Start of Input data
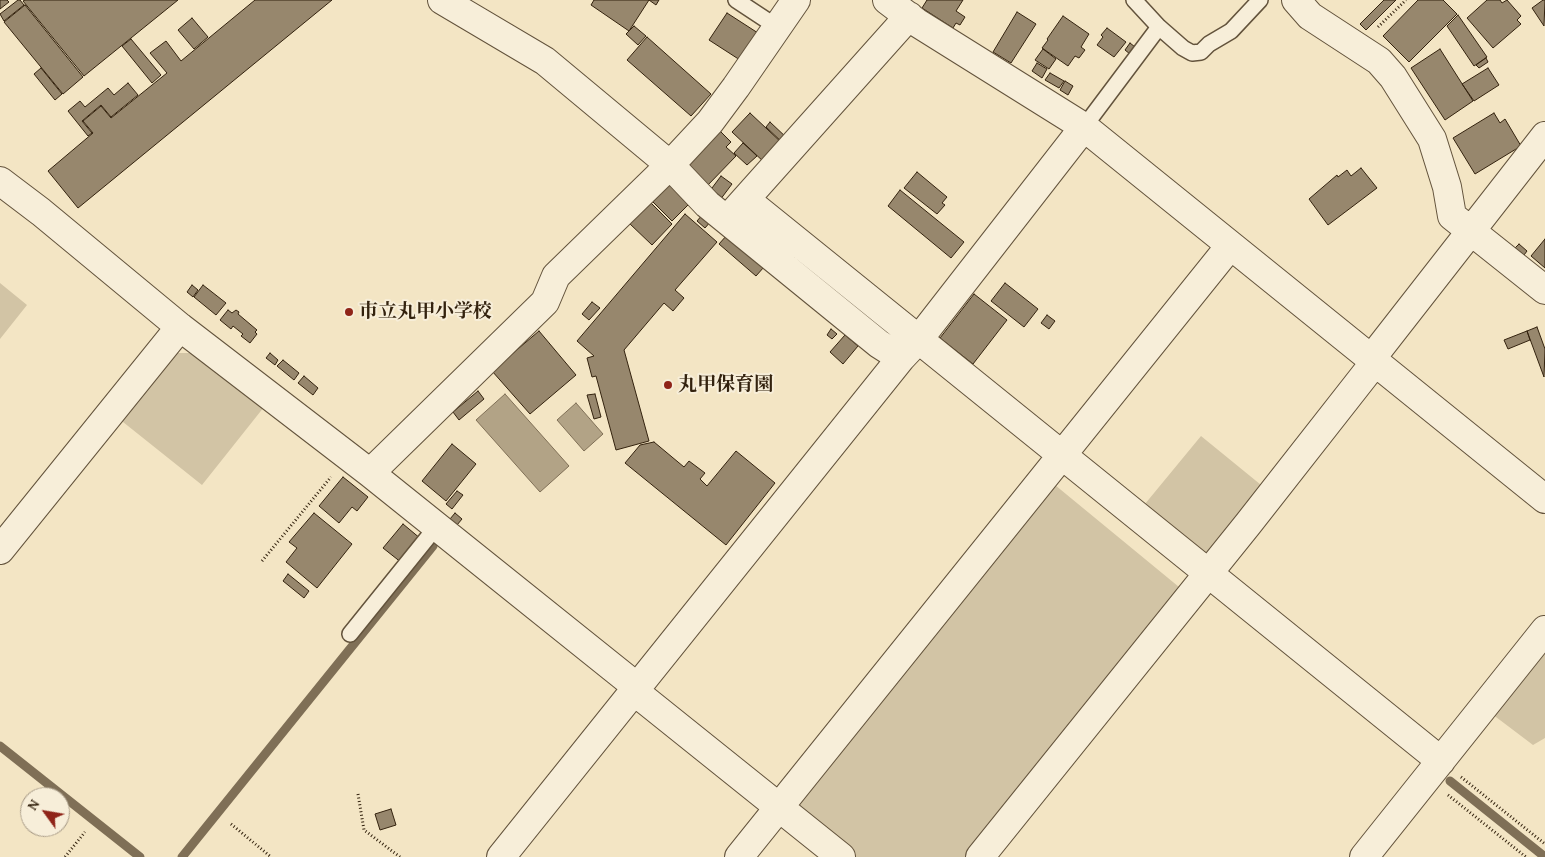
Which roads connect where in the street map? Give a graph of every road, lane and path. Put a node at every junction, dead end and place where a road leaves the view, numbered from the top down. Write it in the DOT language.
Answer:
graph roads {
  1 [pos="442,0"];
  2 [pos="736,0"];
  3 [pos="796,0"];
  4 [pos="1134,0"];
  5 [pos="1260,0"];
  6 [pos="1296,0"];
  7 [pos="1406,0"];
  8 [pos="898,8"];
  9 [pos="777,27"];
  10 [pos="1159,27"];
  11 [pos="1358,47"];
  12 [pos="1084,127"];
  13 [pos="1545,136"];
  14 [pos="670,166"];
  15 [pos="0,182"];
  16 [pos="746,200"];
  17 [pos="727,220"];
  18 [pos="1471,231"];
  19 [pos="1230,246"];
  20 [pos="1545,290"];
  21 [pos="180,326"];
  22 [pos="910,349"];
  23 [pos="1373,361"];
  24 [pos="1062,455"];
  25 [pos="348,456"];
  26 [pos="370,473"];
  27 [pos="1545,498"];
  28 [pos="437,526"];
  29 [pos="0,550"];
  30 [pos="262,561"];
  31 [pos="1208,573"];
  32 [pos="350,634"];
  33 [pos="1543,636"];
  34 [pos="635,689"];
  35 [pos="1434,770"];
  36 [pos="358,794"];
  37 [pos="779,808"];
  38 [pos="231,824"];
  39 [pos="1386,830"];
  40 [pos="85,832"];
  41 [pos="1545,844"];
  42 [pos="65,857"];
  43 [pos="271,857"];
  44 [pos="400,857"];
  45 [pos="500,857"];
  46 [pos="739,857"];
  47 [pos="841,857"];
  48 [pos="980,857"];
  49 [pos="1364,857"];
  50 [pos="1384,857"];
  51 [pos="1526,857"];
  1 -- 14 [label="street"];
  2 -- 9 [label="lane"];
  3 -- 9 [label="street"];
  4 -- 10 [label="lane"];
  5 -- 10 [label="lane"];
  6 -- 11 [label="street"];
  7 -- 11 [label="path"];
  8 -- 12 [label="street"];
  8 -- 16 [label="street"];
  9 -- 14 [label="street"];
  10 -- 12 [label="lane"];
  11 -- 18 [label="street"];
  12 -- 19 [label="street"];
  12 -- 22 [label="street"];
  13 -- 18 [label="street"];
  14 -- 17 [label="street"];
  14 -- 26 [label="street"];
  15 -- 21 [label="street"];
  16 -- 17 [label="street"];
  16 -- 22 [label="street"];
  17 -- 22 [label="street"];
  18 -- 20 [label="street"];
  18 -- 23 [label="street"];
  19 -- 23 [label="street"];
  19 -- 24 [label="street"];
  21 -- 25 [label="street"];
  21 -- 29 [label="street"];
  22 -- 24 [label="street"];
  22 -- 34 [label="street"];
  23 -- 27 [label="street"];
  23 -- 31 [label="street"];
  24 -- 31 [label="street"];
  24 -- 37 [label="street"];
  25 -- 26 [label="street"];
  25 -- 30 [label="path"];
  26 -- 28 [label="street"];
  28 -- 32 [label="lane"];
  28 -- 34 [label="street"];
  31 -- 35 [label="street"];
  31 -- 48 [label="street"];
  33 -- 35 [label="street"];
  34 -- 37 [label="street"];
  34 -- 45 [label="street"];
  35 -- 39 [label="street"];
  35 -- 41 [label="path"];
  35 -- 51 [label="path"];
  36 -- 44 [label="path"];
  37 -- 46 [label="street"];
  37 -- 47 [label="street"];
  38 -- 43 [label="path"];
  39 -- 49 [label="street"];
  39 -- 50 [label="street"];
  40 -- 42 [label="path"];
}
End of Input data
-- What you need to do --
All of the records above are to be written out exactly, minus their images.

-- Solution for this problem --
Which roads connect where in the street map? Give a graph of every road, lane and path. Put a node at every junction, dead end and place where a road leaves the view, numbered from the top down. Write it in the DOT language.
Answer:
graph roads {
  1 [pos="442,0"];
  2 [pos="736,0"];
  3 [pos="796,0"];
  4 [pos="1134,0"];
  5 [pos="1260,0"];
  6 [pos="1296,0"];
  7 [pos="1406,0"];
  8 [pos="898,8"];
  9 [pos="777,27"];
  10 [pos="1159,27"];
  11 [pos="1358,47"];
  12 [pos="1084,127"];
  13 [pos="1545,136"];
  14 [pos="670,166"];
  15 [pos="0,182"];
  16 [pos="746,200"];
  17 [pos="727,220"];
  18 [pos="1471,231"];
  19 [pos="1230,246"];
  20 [pos="1545,290"];
  21 [pos="180,326"];
  22 [pos="910,349"];
  23 [pos="1373,361"];
  24 [pos="1062,455"];
  25 [pos="348,456"];
  26 [pos="370,473"];
  27 [pos="1545,498"];
  28 [pos="437,526"];
  29 [pos="0,550"];
  30 [pos="262,561"];
  31 [pos="1208,573"];
  32 [pos="350,634"];
  33 [pos="1543,636"];
  34 [pos="635,689"];
  35 [pos="1434,770"];
  36 [pos="358,794"];
  37 [pos="779,808"];
  38 [pos="231,824"];
  39 [pos="1386,830"];
  40 [pos="85,832"];
  41 [pos="1545,844"];
  42 [pos="65,857"];
  43 [pos="271,857"];
  44 [pos="400,857"];
  45 [pos="500,857"];
  46 [pos="739,857"];
  47 [pos="841,857"];
  48 [pos="980,857"];
  49 [pos="1364,857"];
  50 [pos="1384,857"];
  51 [pos="1526,857"];
  1 -- 14 [label="street"];
  2 -- 9 [label="lane"];
  3 -- 9 [label="street"];
  4 -- 10 [label="lane"];
  5 -- 10 [label="lane"];
  6 -- 11 [label="street"];
  7 -- 11 [label="path"];
  8 -- 12 [label="street"];
  8 -- 16 [label="street"];
  9 -- 14 [label="street"];
  10 -- 12 [label="lane"];
  11 -- 18 [label="street"];
  12 -- 19 [label="street"];
  12 -- 22 [label="street"];
  13 -- 18 [label="street"];
  14 -- 17 [label="street"];
  14 -- 26 [label="street"];
  15 -- 21 [label="street"];
  16 -- 17 [label="street"];
  16 -- 22 [label="street"];
  17 -- 22 [label="street"];
  18 -- 20 [label="street"];
  18 -- 23 [label="street"];
  19 -- 23 [label="street"];
  19 -- 24 [label="street"];
  21 -- 25 [label="street"];
  21 -- 29 [label="street"];
  22 -- 24 [label="street"];
  22 -- 34 [label="street"];
  23 -- 27 [label="street"];
  23 -- 31 [label="street"];
  24 -- 31 [label="street"];
  24 -- 37 [label="street"];
  25 -- 26 [label="street"];
  25 -- 30 [label="path"];
  26 -- 28 [label="street"];
  28 -- 32 [label="lane"];
  28 -- 34 [label="street"];
  31 -- 35 [label="street"];
  31 -- 48 [label="street"];
  33 -- 35 [label="street"];
  34 -- 37 [label="street"];
  34 -- 45 [label="street"];
  35 -- 39 [label="street"];
  35 -- 41 [label="path"];
  35 -- 51 [label="path"];
  36 -- 44 [label="path"];
  37 -- 46 [label="street"];
  37 -- 47 [label="street"];
  38 -- 43 [label="path"];
  39 -- 49 [label="street"];
  39 -- 50 [label="street"];
  40 -- 42 [label="path"];
}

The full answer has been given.